*** MATERIAL FOR THE TASK ***

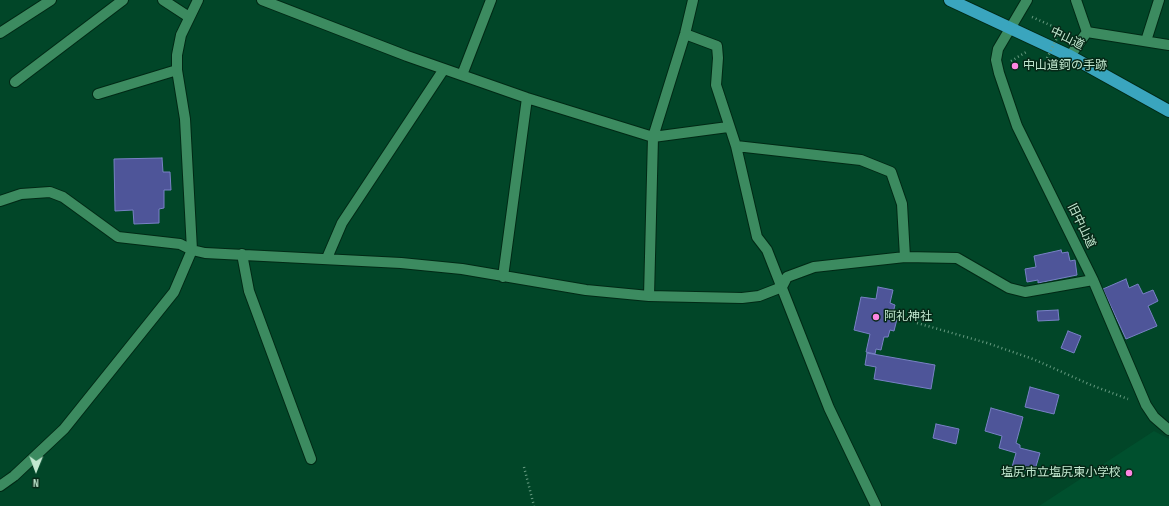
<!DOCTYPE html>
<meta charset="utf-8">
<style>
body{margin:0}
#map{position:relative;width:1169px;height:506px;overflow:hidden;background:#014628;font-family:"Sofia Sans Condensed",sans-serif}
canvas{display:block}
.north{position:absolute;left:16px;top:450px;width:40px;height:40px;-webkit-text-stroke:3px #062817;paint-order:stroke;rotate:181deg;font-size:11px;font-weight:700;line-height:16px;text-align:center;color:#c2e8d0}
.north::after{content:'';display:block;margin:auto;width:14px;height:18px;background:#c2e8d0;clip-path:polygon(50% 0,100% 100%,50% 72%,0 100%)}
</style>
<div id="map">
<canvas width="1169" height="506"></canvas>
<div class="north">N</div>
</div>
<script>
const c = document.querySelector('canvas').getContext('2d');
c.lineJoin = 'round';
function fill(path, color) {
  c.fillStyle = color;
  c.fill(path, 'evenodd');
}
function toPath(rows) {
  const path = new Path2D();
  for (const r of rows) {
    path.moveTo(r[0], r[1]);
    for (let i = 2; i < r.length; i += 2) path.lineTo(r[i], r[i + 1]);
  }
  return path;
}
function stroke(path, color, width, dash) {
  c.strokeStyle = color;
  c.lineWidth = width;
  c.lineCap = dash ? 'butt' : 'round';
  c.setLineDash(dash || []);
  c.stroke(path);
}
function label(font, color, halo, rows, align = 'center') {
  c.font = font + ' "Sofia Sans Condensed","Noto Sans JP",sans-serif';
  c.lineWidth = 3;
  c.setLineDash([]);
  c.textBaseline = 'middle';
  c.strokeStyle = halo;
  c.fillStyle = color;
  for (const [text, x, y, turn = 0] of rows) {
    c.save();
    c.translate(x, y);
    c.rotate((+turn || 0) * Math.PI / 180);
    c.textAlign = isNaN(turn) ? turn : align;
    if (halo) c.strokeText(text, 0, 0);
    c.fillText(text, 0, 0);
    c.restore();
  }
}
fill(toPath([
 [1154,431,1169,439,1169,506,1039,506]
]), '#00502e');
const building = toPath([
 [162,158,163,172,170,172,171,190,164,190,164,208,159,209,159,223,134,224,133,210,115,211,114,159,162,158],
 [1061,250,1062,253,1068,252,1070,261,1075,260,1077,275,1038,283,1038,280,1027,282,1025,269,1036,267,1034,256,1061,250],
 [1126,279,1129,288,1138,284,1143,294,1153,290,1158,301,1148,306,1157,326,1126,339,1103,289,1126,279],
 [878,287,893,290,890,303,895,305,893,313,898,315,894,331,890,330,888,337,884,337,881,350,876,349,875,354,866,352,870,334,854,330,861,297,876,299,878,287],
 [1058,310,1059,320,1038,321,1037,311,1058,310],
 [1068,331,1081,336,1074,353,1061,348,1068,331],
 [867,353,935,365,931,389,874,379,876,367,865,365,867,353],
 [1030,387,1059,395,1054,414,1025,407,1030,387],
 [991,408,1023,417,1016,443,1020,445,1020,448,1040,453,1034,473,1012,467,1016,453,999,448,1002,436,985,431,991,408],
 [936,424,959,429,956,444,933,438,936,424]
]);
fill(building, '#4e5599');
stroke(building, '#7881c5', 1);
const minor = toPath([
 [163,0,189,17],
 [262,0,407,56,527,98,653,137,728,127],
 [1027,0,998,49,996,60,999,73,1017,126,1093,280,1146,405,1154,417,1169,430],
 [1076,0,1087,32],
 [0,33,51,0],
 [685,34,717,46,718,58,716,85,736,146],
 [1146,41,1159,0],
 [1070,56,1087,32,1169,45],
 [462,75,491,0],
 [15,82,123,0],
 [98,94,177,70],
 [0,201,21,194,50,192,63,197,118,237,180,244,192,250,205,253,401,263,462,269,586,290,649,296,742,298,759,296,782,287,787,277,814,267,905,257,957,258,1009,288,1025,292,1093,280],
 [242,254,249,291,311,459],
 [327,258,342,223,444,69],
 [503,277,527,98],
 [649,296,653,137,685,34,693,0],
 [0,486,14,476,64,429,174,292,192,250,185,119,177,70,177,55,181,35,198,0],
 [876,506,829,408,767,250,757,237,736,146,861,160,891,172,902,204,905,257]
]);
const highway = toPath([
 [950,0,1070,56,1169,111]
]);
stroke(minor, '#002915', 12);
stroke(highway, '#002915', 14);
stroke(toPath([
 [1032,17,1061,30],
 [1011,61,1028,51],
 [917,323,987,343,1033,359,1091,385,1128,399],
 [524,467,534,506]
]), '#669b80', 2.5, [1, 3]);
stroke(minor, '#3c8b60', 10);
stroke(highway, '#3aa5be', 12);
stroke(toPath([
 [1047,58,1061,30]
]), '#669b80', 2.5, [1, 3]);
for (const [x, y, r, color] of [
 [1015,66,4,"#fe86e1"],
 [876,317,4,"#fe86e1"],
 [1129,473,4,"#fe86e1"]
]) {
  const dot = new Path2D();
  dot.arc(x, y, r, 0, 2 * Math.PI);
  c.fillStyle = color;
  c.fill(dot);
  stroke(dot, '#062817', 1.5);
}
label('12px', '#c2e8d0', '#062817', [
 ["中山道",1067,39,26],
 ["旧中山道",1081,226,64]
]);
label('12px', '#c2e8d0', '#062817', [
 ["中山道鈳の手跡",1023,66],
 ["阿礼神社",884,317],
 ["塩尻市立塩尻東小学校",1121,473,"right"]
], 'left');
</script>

*** End of MATERIAL FOR THE TASK ***

- PROBLEM TO SOLVE:
Above is a listing; print exactly its lines from the one with "path.moveTo(r[0], r[1]);" through the one with "function label(font, color, halo, rows, align", and no other lines.

- RESPONSE TO THIS TASK:
    path.moveTo(r[0], r[1]);
    for (let i = 2; i < r.length; i += 2) path.lineTo(r[i], r[i + 1]);
  }
  return path;
}
function stroke(path, color, width, dash) {
  c.strokeStyle = color;
  c.lineWidth = width;
  c.lineCap = dash ? 'butt' : 'round';
  c.setLineDash(dash || []);
  c.stroke(path);
}
function label(font, color, halo, rows, align = 'center') {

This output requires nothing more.